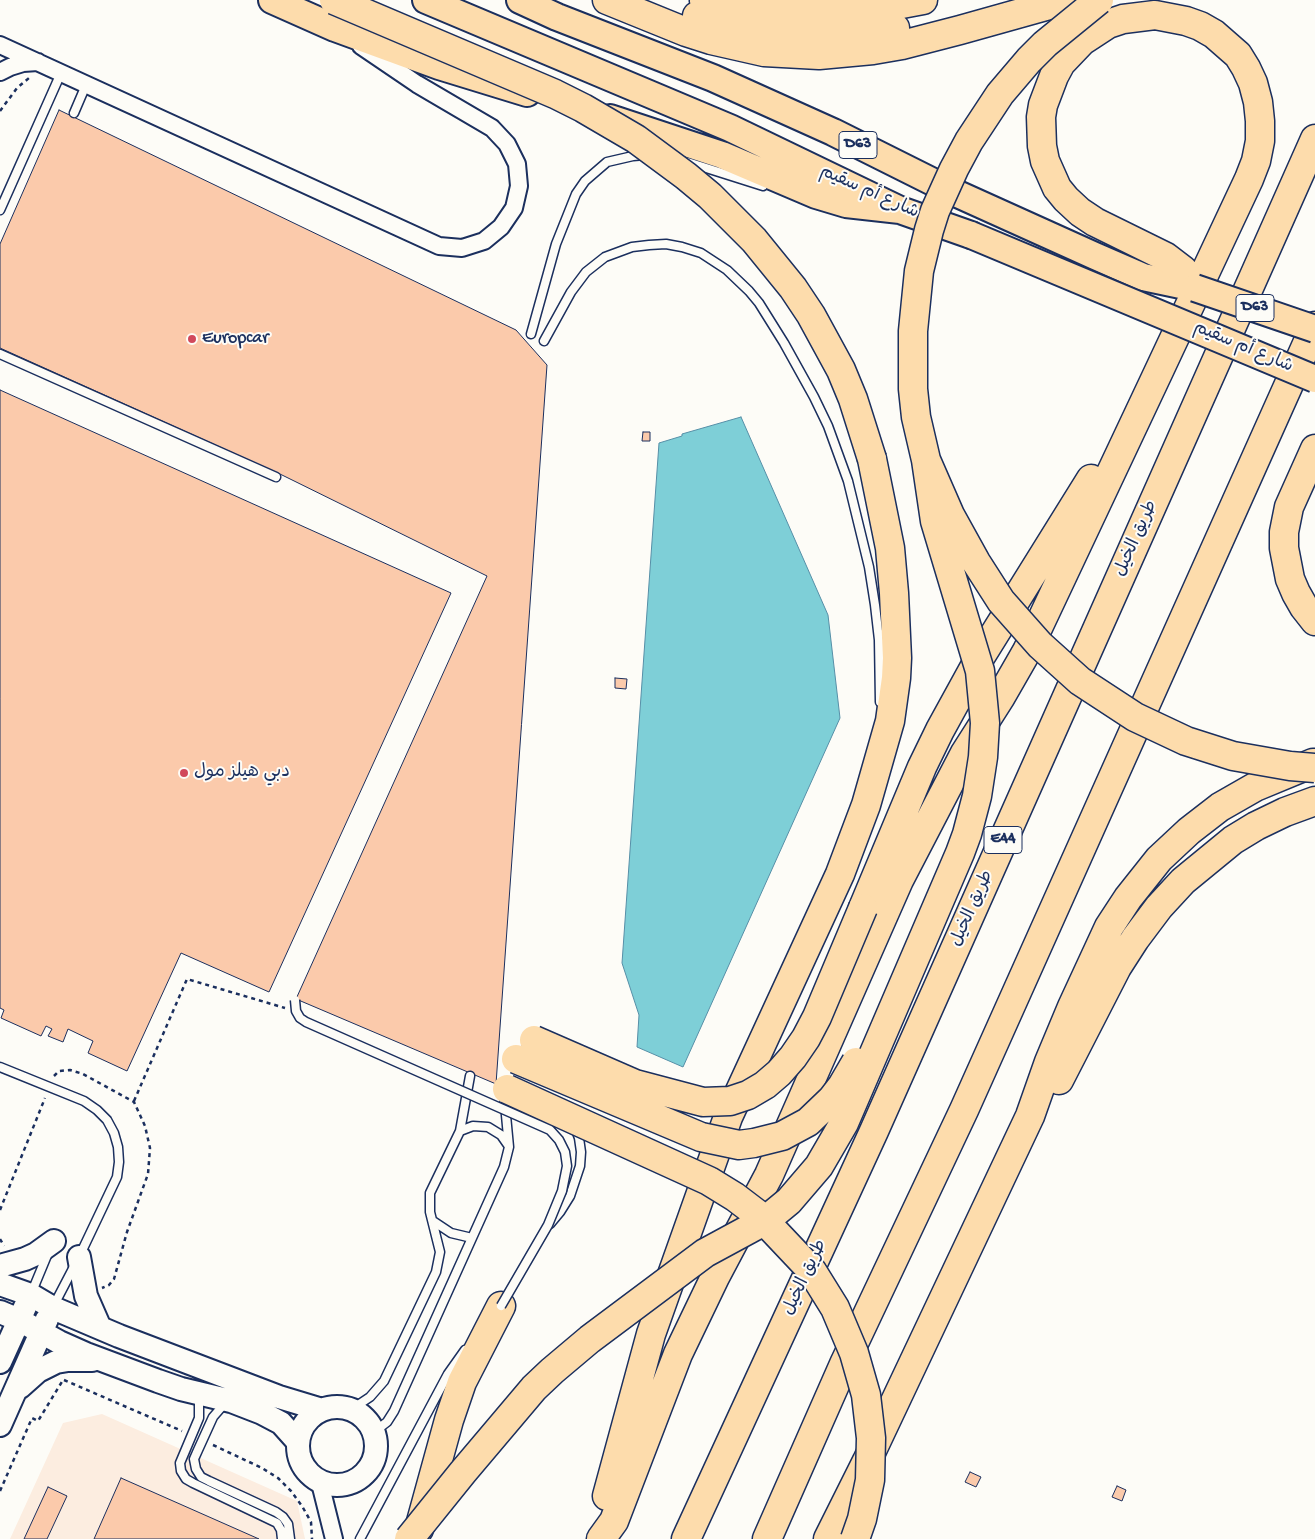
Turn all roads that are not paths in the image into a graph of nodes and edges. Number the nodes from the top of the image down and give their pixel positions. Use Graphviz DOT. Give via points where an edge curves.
graph roads {
  1 [pos="272,0"];
  2 [pos="334,0"];
  3 [pos="426,0"];
  4 [pos="520,0"];
  5 [pos="607,0"];
  6 [pos="650,0"];
  7 [pos="698,0"];
  8 [pos="923,0"];
  9 [pos="1099,0"];
  10 [pos="1063,1"];
  11 [pos="335,28"];
  12 [pos="0,45"];
  13 [pos="49,67"];
  14 [pos="0,72"];
  15 [pos="86,85"];
  16 [pos="74,113"];
  17 [pos="1315,139"];
  18 [pos="770,188"];
  19 [pos="787,192"];
  20 [pos="816,195"];
  21 [pos="0,210"];
  22 [pos="900,210"];
  23 [pos="1195,288"];
  24 [pos="1315,327"];
  25 [pos="531,334"];
  26 [pos="544,341"];
  27 [pos="0,354"];
  28 [pos="1158,373"];
  29 [pos="1315,378"];
  30 [pos="1315,449"];
  31 [pos="926,460"];
  32 [pos="276,476"];
  33 [pos="1315,621"];
  34 [pos="880,709"];
  35 [pos="881,718"];
  36 [pos="881,754"];
  37 [pos="1315,762"];
  38 [pos="1315,768"];
  39 [pos="1315,801"];
  40 [pos="909,970"];
  41 [pos="295,1000"];
  42 [pos="0,1067"];
  43 [pos="470,1076"];
  44 [pos="512,1089"];
  45 [pos="1030,1116"];
  46 [pos="460,1131"];
  47 [pos="509,1147"];
  48 [pos="433,1221"];
  49 [pos="548,1226"];
  50 [pos="56,1236"];
  51 [pos="472,1238"];
  52 [pos="79,1258"];
  53 [pos="0,1266"];
  54 [pos="0,1284"];
  55 [pos="31,1295"];
  56 [pos="501,1306"];
  57 [pos="53,1308"];
  58 [pos="10,1316"];
  59 [pos="100,1328"];
  60 [pos="41,1333"];
  61 [pos="102,1360"];
  62 [pos="0,1362"];
  63 [pos="15,1391"];
  64 [pos="200,1393"];
  65 [pos="232,1400"];
  66 [pos="352,1409"];
  67 [pos="322,1410"];
  68 [pos="0,1425"];
  69 [pos="374,1432"];
  70 [pos="298,1442"];
  71 [pos="320,1482"];
  72 [pos="282,1539"];
  73 [pos="290,1539"];
  74 [pos="334,1539"];
  75 [pos="360,1539"];
  76 [pos="409,1539"];
  77 [pos="416,1539"];
  78 [pos="595,1539"];
  79 [pos="601,1539"];
  80 [pos="686,1539"];
  81 [pos="767,1539"];
  82 [pos="828,1539"];
  83 [pos="855,1539"];
  1 -- 11 [label="main road"];
  2 -- 36 [label="highway, bridge" via="555,94 643,144 704,191 754,240 793,288 826,342 864,429 890,548 896,615 896,678"];
  3 -- 22 [label="main road, شارع أم سقيم / D63" via="730,128"];
  4 -- 23 [label="main road, شارع أم سقيم / D63" via="721,82 1143,277"];
  5 -- 10 [label="highway" via="711,40 764,52 819,55 902,44"];
  6 -- 10 [label="highway" via="724,24 767,32 811,35 877,31 998,7"];
  7 -- 8 [label="highway" via="749,9 812,13 876,9"];
  9 -- 31 [label="highway, bridge" via="1044,44 1000,94 970,141 935,211 919,271 913,331 913,389"];
  11 -- 15 [label="street" via="417,84 492,128 507,144 517,164 519,186 514,208 501,227 484,241 462,248 440,246"];
  11 -- 20 [label="main road" via="439,66 653,131 722,155"];
  12 -- 13 [label="street"];
  13 -- 14 [label="street" via="23,63"];
  13 -- 15 [label="street"];
  13 -- 21 [label="lane"];
  15 -- 16 [label="lane"];
  17 -- 80 [label="highway, طريق الخيل / E44" via="874,1131"];
  18 -- 25 [label="lane" via="694,163 660,156 633,156 607,162 585,182 568,210"];
  19 -- 20 [label="lane"];
  20 -- 22 [label="main road" via="846,204"];
  22 -- 29 [label="main road, شارع أم سقيم / D63, bridge" via="971,235"];
  23 -- 24 [label="main road, شارع أم سقيم / D63, bridge"];
  23 -- 28 [label="highway" via="1183,270 1166,256 1080,212 1058,188 1045,161 1041,117 1061,63 1082,40 1123,18 1170,17 1214,34 1238,55 1246,68 1253,83 1260,121 1260,141 1249,179"];
  24 -- 81 [label="highway" via="972,1092 845,1362"];
  26 -- 34 [label="lane" via="586,272 604,257 632,247 666,244 701,253 727,270 749,291 780,336 814,398 848,481 875,605"];
  27 -- 32 [label="lane"];
  28 -- 40 [label="highway, bridge" via="1137,399 940,730 817,1017 806,1038 779,1073 748,1095 730,1101 703,1102 525,1049 701,1137 739,1145 761,1142 782,1136 808,1122 832,1099 851,1072 881,1012"];
  28 -- 79 [label="highway" via="1026,650 965,753 899,880 769,1175 678,1354 614,1522"];
  30 -- 33 [label="highway" via="1289,507 1284,548 1296,594"];
  31 -- 38 [label="highway, bridge" via="950,515 1001,601 1040,645 1080,681 1135,717 1193,743 1234,756"];
  31 -- 40 [label="highway, bridge" via="937,528 980,671 985,731 977,796 967,834"];
  35 -- 36 [label="lane"];
  36 -- 78 [label="highway" via="858,830 840,874 728,1117 651,1334"];
  37 -- 45 [label="highway" via="1255,787 1220,807 1160,859 1128,898 1109,927 1072,1006"];
  39 -- 45 [label="highway" via="1285,812 1233,840 1194,871 1160,907 1117,967 1056,1084"];
  40 -- 76 [label="highway, bridge" via="844,1123 827,1154 800,1190 766,1220 705,1253 552,1371 534,1388"];
  41 -- 49 [label="lane, bridge" via="296,1011 306,1022 550,1130 560,1140 567,1166 562,1191"];
  42 -- 52 [label="lane" via="84,1101 97,1110 110,1127 118,1147 117,1177"];
  43 -- 46 [label="lane"];
  44 -- 47 [label="lane"];
  44 -- 49 [label="lane, bridge" via="556,1103 570,1119 579,1138 581,1152 577,1180 565,1204"];
  44 -- 83 [label="highway, bridge" via="709,1181 760,1216 812,1271 835,1308 854,1353 866,1395 871,1438 870,1480"];
  45 -- 82 [label="highway"];
  46 -- 47 [label="lane" via="473,1126 488,1127"];
  46 -- 48 [label="lane" via="430,1193"];
  47 -- 51 [label="lane" via="504,1167"];
  48 -- 51 [label="lane" via="451,1233"];
  48 -- 66 [label="lane" via="440,1252 436,1272 384,1381 370,1397"];
  49 -- 56 [label="lane, bridge"];
  50 -- 53 [label="main road" via="36,1254"];
  50 -- 55 [label="lane"];
  51 -- 69 [label="lane" via="394,1411 387,1422"];
  52 -- 57 [label="lane"];
  52 -- 59 [label="main road" via="86,1296"];
  54 -- 55 [label="main road"];
  55 -- 57 [label="main road"];
  55 -- 58 [label="main road"];
  56 -- 75 [label="lane" via="448,1374"];
  56 -- 77 [label="highway" via="462,1382"];
  57 -- 59 [label="main road"];
  57 -- 60 [label="main road"];
  58 -- 60 [label="main road"];
  58 -- 62 [label="main road"];
  59 -- 67 [label="main road" via="279,1397"];
  60 -- 61 [label="main road"];
  60 -- 63 [label="main road"];
  61 -- 63 [label="main road" via="56,1362 38,1371"];
  61 -- 64 [label="main road"];
  63 -- 68 [label="main road"];
  64 -- 65 [label="main road"];
  64 -- 72 [label="lane" via="199,1418 180,1463 181,1472 186,1479 277,1523"];
  65 -- 70 [label="main road" via="272,1417"];
  65 -- 73 [label="lane" via="217,1411 194,1459 196,1469 201,1477 283,1517 288,1524"];
  66 -- 67 [label="main road"];
  66 -- 69 [label="main road"];
  67 -- 70 [label="main road" via="308,1419"];
  69 -- 71 [label="main road" via="375,1458 359,1480 333,1486"];
  70 -- 71 [label="main road" via="302,1466"];
  71 -- 74 [label="street"];
}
______
Which lines in the listing above include the string "شارع"? Copy each of them.

(SOLVED EXERCISE):
  3 -- 22 [label="main road, شارع أم سقيم / D63" via="730,128"];
  4 -- 23 [label="main road, شارع أم سقيم / D63" via="721,82 1143,277"];
  22 -- 29 [label="main road, شارع أم سقيم / D63, bridge" via="971,235"];
  23 -- 24 [label="main road, شارع أم سقيم / D63, bridge"];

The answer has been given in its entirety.